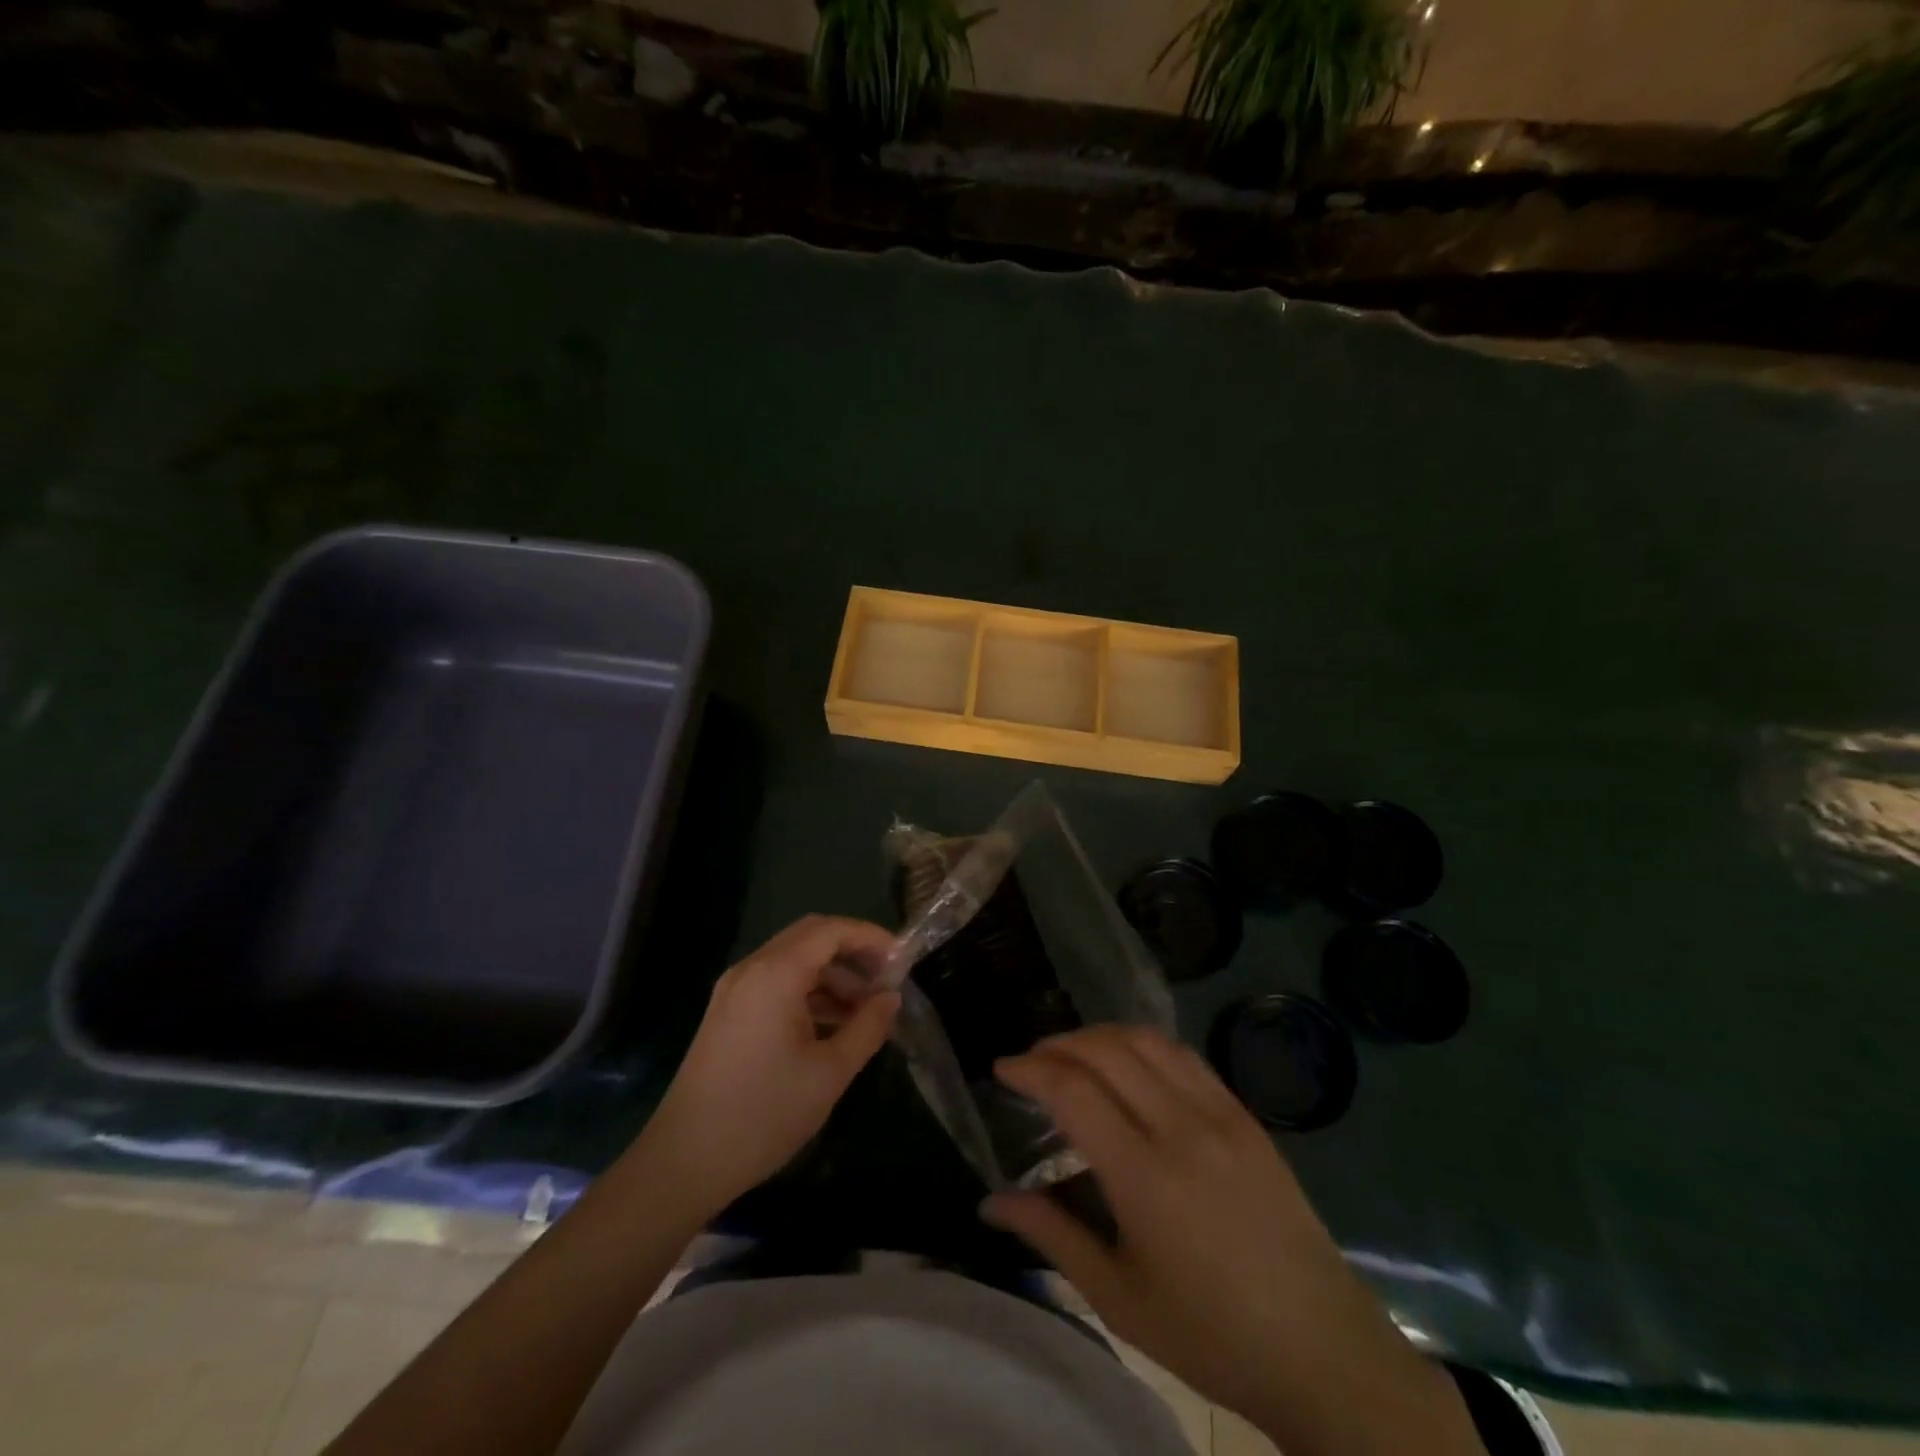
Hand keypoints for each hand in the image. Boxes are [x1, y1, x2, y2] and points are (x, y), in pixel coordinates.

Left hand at [635, 915, 899, 1218]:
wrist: (683, 1162)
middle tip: (886, 979)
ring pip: (793, 961)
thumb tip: (891, 998)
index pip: (831, 930)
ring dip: (832, 975)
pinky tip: (832, 1025)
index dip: (870, 937)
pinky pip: (776, 984)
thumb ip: (867, 1027)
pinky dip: (809, 992)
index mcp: (775, 974)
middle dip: (852, 952)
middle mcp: (751, 969)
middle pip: (811, 937)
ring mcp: (735, 990)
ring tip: (865, 1011)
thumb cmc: (763, 1114)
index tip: (902, 960)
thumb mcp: (829, 1072)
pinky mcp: (728, 1013)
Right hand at [983, 1027, 1482, 1455]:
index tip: (1002, 1068)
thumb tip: (991, 1203)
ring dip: (1100, 1035)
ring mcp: (1220, 1114)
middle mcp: (1181, 1128)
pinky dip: (1144, 1044)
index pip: (1073, 1091)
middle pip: (1106, 1051)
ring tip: (1072, 1053)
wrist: (1322, 1352)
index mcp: (1144, 1176)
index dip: (1030, 1069)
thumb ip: (1052, 1236)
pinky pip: (1184, 1056)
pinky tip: (1129, 1062)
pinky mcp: (1245, 1115)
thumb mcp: (1118, 1298)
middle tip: (1031, 1061)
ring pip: (1146, 1041)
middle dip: (1058, 1044)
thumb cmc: (1211, 1336)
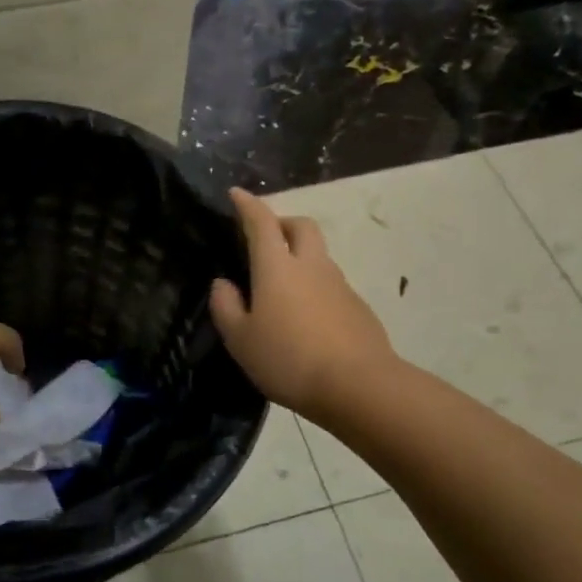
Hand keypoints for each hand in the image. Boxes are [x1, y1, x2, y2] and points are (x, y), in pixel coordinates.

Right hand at [210, 187, 395, 421]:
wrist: (359, 387)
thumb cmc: (289, 359)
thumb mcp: (240, 340)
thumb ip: (226, 307)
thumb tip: (223, 284)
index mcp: (278, 267)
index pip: (261, 222)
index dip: (248, 205)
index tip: (237, 194)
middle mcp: (311, 266)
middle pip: (301, 226)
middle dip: (283, 223)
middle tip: (266, 240)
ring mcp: (340, 285)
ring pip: (319, 256)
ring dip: (301, 259)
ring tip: (282, 291)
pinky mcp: (359, 308)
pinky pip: (332, 286)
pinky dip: (316, 290)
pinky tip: (307, 321)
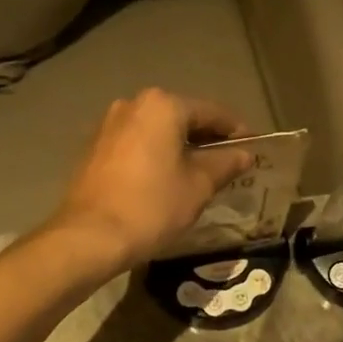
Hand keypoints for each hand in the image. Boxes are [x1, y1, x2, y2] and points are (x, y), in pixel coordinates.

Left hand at [50, 90, 253, 270]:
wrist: (89, 236)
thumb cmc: (152, 206)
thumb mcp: (198, 186)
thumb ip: (225, 164)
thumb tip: (245, 154)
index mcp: (163, 106)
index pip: (211, 112)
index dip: (236, 130)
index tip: (253, 148)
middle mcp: (133, 105)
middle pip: (181, 117)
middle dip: (206, 138)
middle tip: (229, 162)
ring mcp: (109, 125)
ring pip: (157, 130)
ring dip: (179, 146)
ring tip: (200, 172)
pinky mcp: (94, 147)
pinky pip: (136, 143)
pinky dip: (155, 154)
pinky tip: (166, 177)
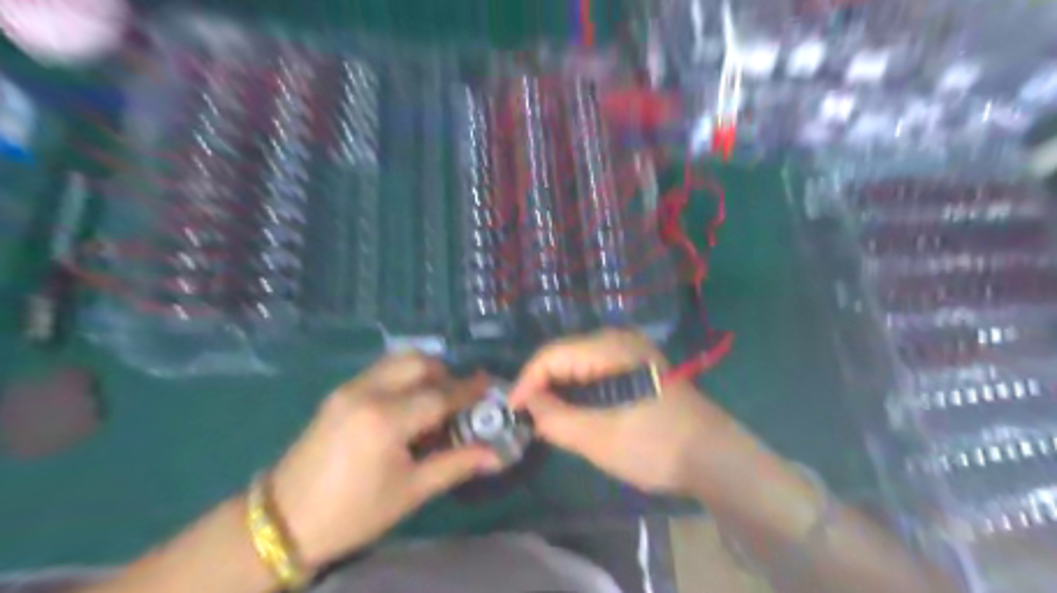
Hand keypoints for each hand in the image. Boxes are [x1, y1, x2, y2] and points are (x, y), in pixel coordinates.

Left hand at [263, 354, 498, 571]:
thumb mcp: (410, 491)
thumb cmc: (353, 512)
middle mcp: (367, 392)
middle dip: (445, 374)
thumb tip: (497, 455)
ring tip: (433, 400)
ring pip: (397, 361)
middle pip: (418, 363)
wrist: (283, 521)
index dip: (469, 390)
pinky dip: (402, 377)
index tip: (490, 385)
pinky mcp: (337, 393)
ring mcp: (348, 389)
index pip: (439, 395)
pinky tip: (406, 405)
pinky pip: (380, 371)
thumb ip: (456, 464)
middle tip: (458, 398)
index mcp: (386, 419)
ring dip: (423, 371)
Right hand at [508, 332, 737, 493]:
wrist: (714, 457)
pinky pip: (595, 371)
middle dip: (542, 386)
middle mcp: (619, 339)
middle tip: (526, 418)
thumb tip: (527, 405)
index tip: (511, 412)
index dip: (526, 382)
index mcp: (610, 347)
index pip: (551, 355)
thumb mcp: (597, 437)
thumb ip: (554, 419)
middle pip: (564, 356)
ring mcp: (631, 351)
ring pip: (578, 364)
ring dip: (559, 389)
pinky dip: (579, 391)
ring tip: (544, 418)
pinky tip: (572, 411)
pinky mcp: (637, 366)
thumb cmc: (654, 446)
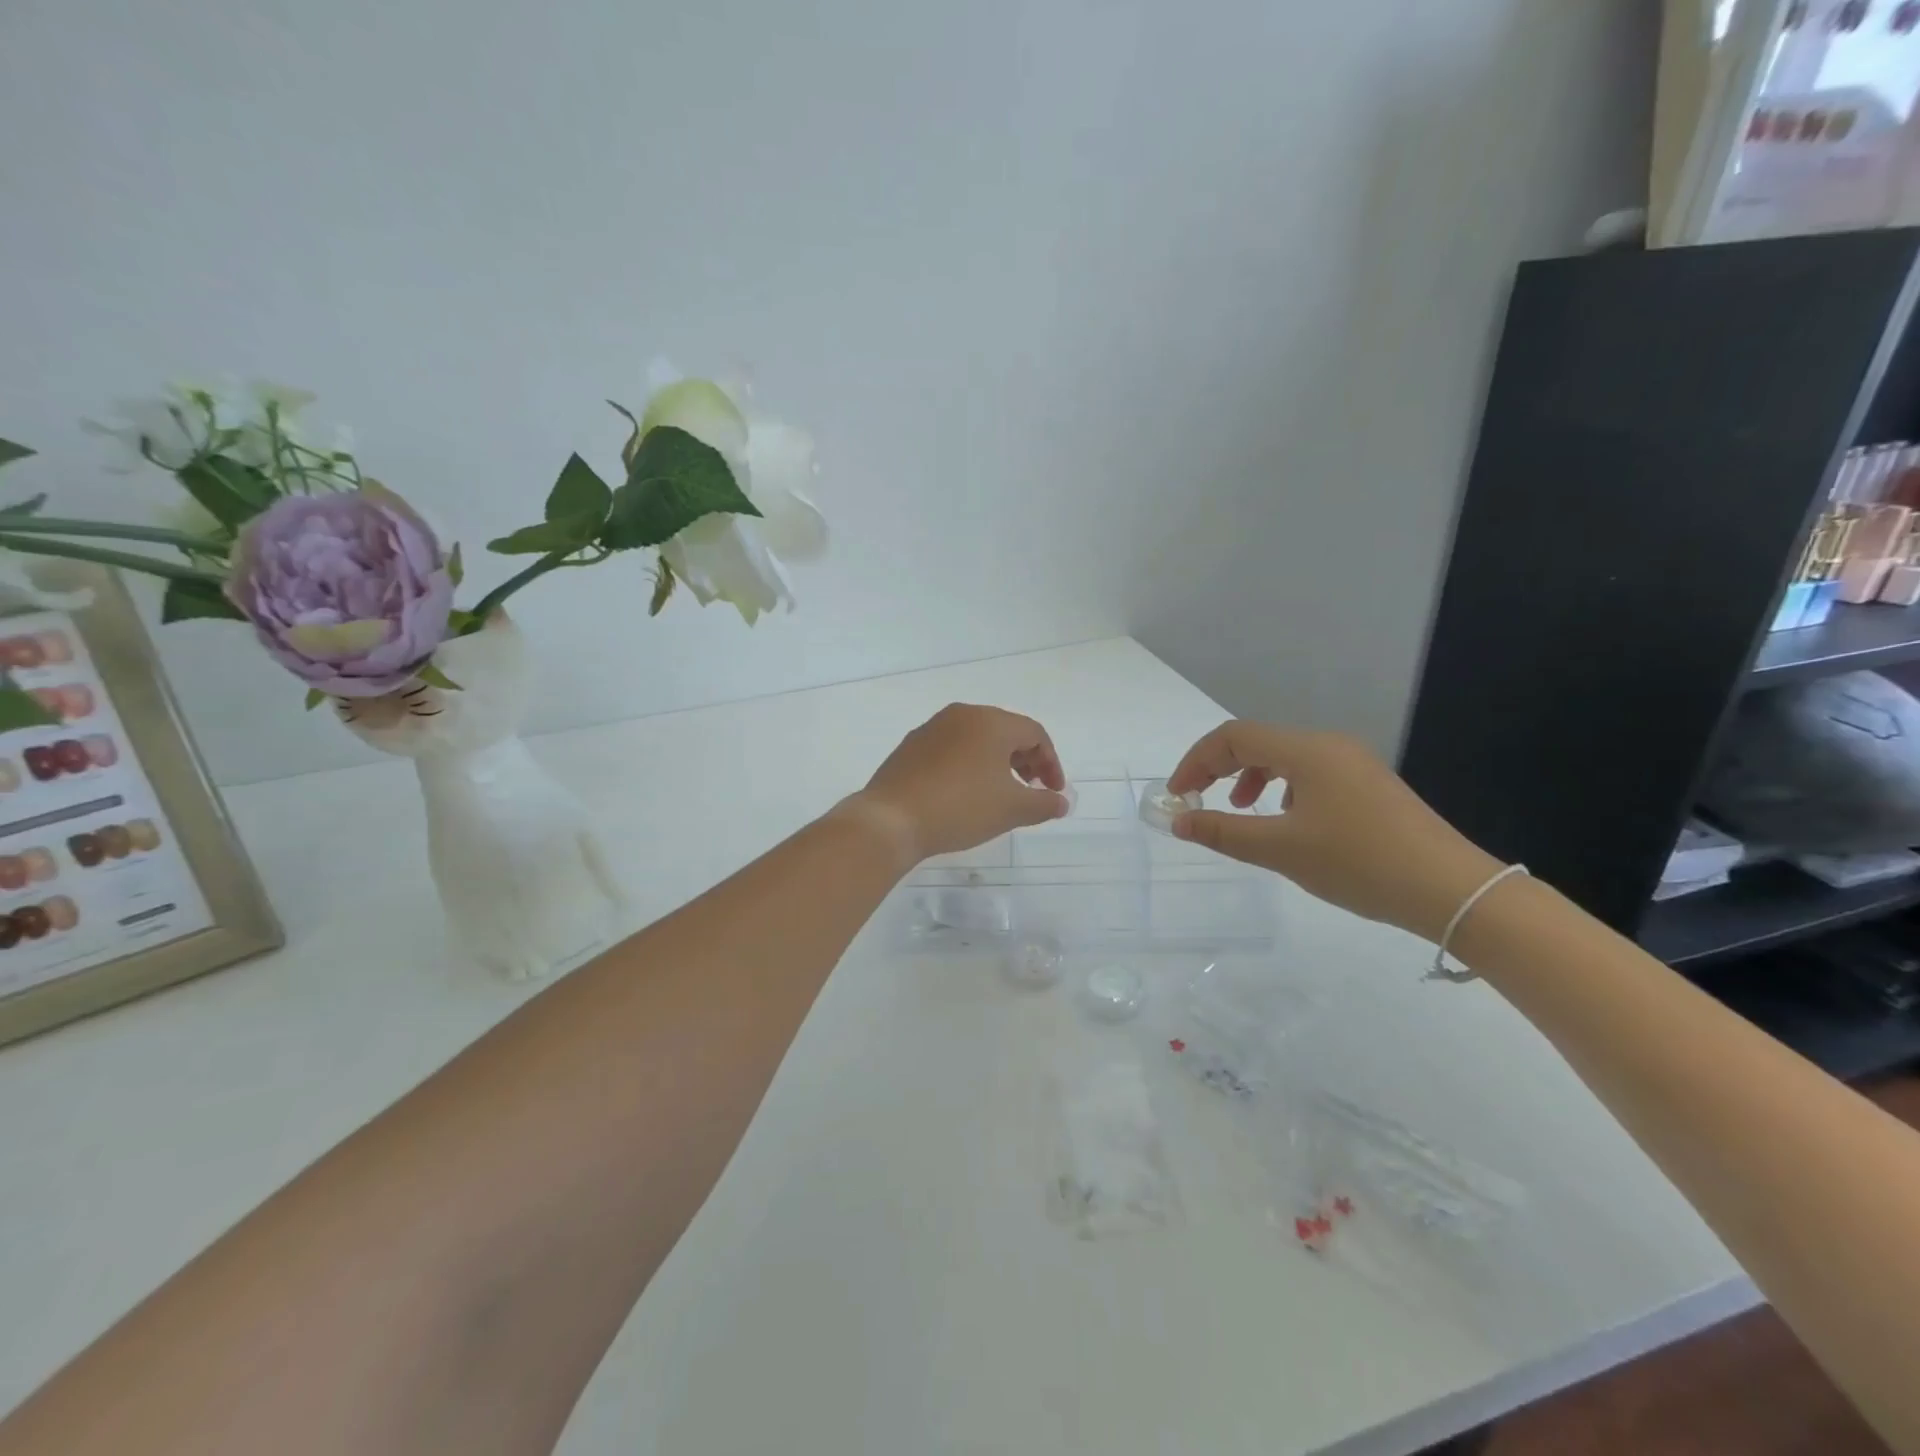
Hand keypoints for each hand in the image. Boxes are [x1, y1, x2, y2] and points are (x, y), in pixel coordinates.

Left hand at [848, 704, 1068, 863]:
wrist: (891, 820)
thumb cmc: (960, 808)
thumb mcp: (1012, 809)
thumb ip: (1044, 804)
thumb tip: (1061, 802)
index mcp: (990, 721)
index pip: (1034, 733)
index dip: (1051, 763)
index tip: (1053, 792)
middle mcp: (961, 715)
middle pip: (1005, 731)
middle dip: (1025, 760)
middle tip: (1030, 790)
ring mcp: (932, 728)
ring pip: (976, 739)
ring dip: (996, 762)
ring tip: (999, 793)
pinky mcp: (911, 746)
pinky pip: (951, 749)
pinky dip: (969, 765)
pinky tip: (965, 793)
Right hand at [1166, 723, 1504, 942]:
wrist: (1451, 890)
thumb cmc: (1358, 863)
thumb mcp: (1281, 850)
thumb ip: (1224, 832)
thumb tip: (1180, 822)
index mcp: (1306, 751)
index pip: (1233, 737)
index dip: (1196, 761)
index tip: (1179, 797)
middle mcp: (1329, 746)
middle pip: (1258, 742)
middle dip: (1219, 768)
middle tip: (1198, 802)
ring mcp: (1354, 764)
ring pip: (1285, 758)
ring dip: (1250, 778)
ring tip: (1242, 811)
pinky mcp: (1369, 786)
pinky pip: (1310, 774)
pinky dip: (1282, 789)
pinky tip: (1287, 822)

TASK INSTRUCTIONS: Gather from the records above every line containing the string "Right".

RESULT OF THIS TASK:
Right hand at [983, 1027, 1482, 1455]:
Right hand at [210, 187, 395, 421]:
Right hand at [508, 332, 737, 493]:
Right hand at [1166, 723, 1504, 942]:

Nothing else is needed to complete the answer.